Supreme Court of India
Smt. Bachahan Devi & Anr vs Nagar Nigam, Gorakhpur & Anr on 5 February, 2008

Bench: Dr. Arijit Pasayat, Lokeshwar Singh Panta
           CASE NO.:
Appeal (civil)  992 of 2008

Citation:2008(2)ALLMR 299 SC,AIR 2008 SC 1282

2. Challenge in this appeal is to the order passed by learned Single Judge of the Allahabad High Court setting aside the order passed by the First Appellate Court, and directing it to take decision on merit.
3. Essential facts are as follows:
Respondent no.1 as plaintiff no.1 along with one Gabbu filed Suit No.23 of 1960 for declaration that the land in dispute belongs to it and the defendants have no concern with the property. Assertion was that the property in question had vested in it in view of the notification issued by the State Government after abolition of Zamindari. The suit was decreed on 17.1.1972. The trial court granted relief of permanent injunction in respect of suit property as described in the Schedule and also declared that plaintiff no.1 is the owner of the said plot. The decree was challenged by way of appeal by the appellants. During the pendency of the appeal, an application to amend the written statement was allowed by the Appellate Court. Thereafter certain additional issues were framed. The Appellate Court was of the view since the written statement had been amended during the pendency of the appeal, the matter should be remanded to the trial court for fresh decision. Challenging the order passed, an appeal was filed by respondent no.1 before the High Court. Stand of the plaintiff no.1 before the High Court was that the Appellate Court committed an illegality in remanding the matter for fresh consideration. It was submitted that the Appellate Court could have exercised its discretion under Order XLI Rule 25 of the Code of Civil Procedure, 1908 (in short 'the Code') and it could have recorded evidence itself. It was the opinion that the same was necessary for disposal of the appeal.
4. Stand of the defendants on the contrary was that two courses were available to the Appellate Court. First was to pass the remand order after setting aside the findings. The said course has been adopted.
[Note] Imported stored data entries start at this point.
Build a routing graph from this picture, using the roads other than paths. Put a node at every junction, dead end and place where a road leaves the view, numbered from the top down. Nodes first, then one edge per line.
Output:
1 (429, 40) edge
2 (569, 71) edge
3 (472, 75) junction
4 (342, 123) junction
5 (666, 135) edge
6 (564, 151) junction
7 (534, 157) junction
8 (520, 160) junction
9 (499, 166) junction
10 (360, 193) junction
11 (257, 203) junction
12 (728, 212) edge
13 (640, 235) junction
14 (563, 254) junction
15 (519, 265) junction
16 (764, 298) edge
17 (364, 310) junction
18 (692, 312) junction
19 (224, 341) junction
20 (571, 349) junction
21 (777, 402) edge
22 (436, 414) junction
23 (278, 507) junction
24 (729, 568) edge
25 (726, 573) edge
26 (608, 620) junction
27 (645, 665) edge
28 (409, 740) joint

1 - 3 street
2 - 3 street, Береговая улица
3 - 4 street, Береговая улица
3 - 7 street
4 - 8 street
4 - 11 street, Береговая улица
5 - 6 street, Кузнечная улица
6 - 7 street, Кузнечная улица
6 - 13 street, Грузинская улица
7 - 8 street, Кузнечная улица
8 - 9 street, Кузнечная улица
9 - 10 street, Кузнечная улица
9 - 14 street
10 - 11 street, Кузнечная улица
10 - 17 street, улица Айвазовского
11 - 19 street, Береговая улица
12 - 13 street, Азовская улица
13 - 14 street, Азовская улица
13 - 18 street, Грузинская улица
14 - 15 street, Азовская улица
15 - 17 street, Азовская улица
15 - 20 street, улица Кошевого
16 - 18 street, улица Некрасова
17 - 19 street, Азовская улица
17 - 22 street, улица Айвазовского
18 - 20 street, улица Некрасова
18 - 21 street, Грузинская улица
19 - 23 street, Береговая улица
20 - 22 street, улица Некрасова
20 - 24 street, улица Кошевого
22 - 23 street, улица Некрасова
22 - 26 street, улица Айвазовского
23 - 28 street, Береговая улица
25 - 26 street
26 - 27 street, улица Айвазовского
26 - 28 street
The other course was to call for findings on the issue by remitting it to the trial court. The High Court was of the view that the order of remand should be passed rarely and in the instant case that was not the case. That being so, the High Court set aside the order of the First Appellant Court and the matter was remanded to it for decision of the appeal on merit.
5. Learned counsel for the appellant submitted that the true scope and ambit of order XLI Rule 25 has been improperly pressed into service. In the background of the factual position, the order of the High Court cannot be maintained. The High Court, however, noted that if the Appellate Court is of the opinion that the evidence is insufficient, the matter may be remanded to the trial court for recording evidence in terms of Order XLI Rule 25 of the Code.
6. In response, learned counsel for the respondent submitted that it will not be in the interest of the parties to go on litigating and for that purpose the only course which was available has been adopted. Strong reliance was placed on a decision of this Court in Pasupuleti Venkateswarlu v. The Motor and General Traders (1975 (1) SCC 770).
7. Order XLI Rule 25 of the Code reads as follows: "ORDER XLI: APPEALS FROM ORIGINAL DECREES
25. Where Appellate Court may frame issues and refer them for trial to Court whose decree appealed from.--Where the Court from whose decree the appeal is preferred has omitted to frame or try any issue, or to determine any question of fact, which appears to the Appellate Court essential to the right decision of the suit upon the merits, the Appellate Court may, if necessary, frame issues, and refer the same for trial to the Court from whose decree the appeal is preferred, and in such case shall direct such Court to take the additional evidence required; and such Court shall proceed to try such issues, and shall return the evidence to the Appellate Court together with its findings thereon and the reasons therefor [within such time as may be fixed by the Appellate Court or extended by it from time to time]."
8. There is no scope for any doubt that in a suit as well as the first appeal all disputed facts are open for decision. A point of fact is not to be decided in second appeal where only a substantial question of law is to be looked into. There is some amount of controversy as to whether the provisions are mandatory, notwithstanding the fact that the word 'may' has been used. The First Appellate Court is the last Court of facts.
9 Under Order XLI Rule 25, if it appears to the Appellate Court that any fact essential for the decision in the suit was to be determined, it could frame an issue on the point and refer the same for trial, to the Court from whose decree the appeal is preferred and in such case, shall direct such court to take additional evidence required. The order of remand should not be passed as a matter of routine. The First Appellate Court which has the power to analyse the factual position can decide the issue and the additional issues. In the instant case the First Appellate Court, inter alia, observed as follows:
"As such, it would not be proper for the first Appellate Court in such matter to itself record the evidence and to give its findings in regard to newly created issues. The Hon'ble High Court has also held that in the present matter under the provision of Order 41 Rule 25 of Civil Procedure Code, becomes mandatory (shall) though in this provision, the word 'may' has been used. No doubt in the present matter also the Appellate Court has framed 6 additional issues which are legal in nature and also factual, with the result if the Appellate Court gives its findings relating to said legal and factual issues after itself recording (receiving) evidence then the aggrieved party would be prevented from his right of filing first appeal. Accordingly, the aforesaid ratio laid down by the Hon'ble High Court is fully applicable in the present matter."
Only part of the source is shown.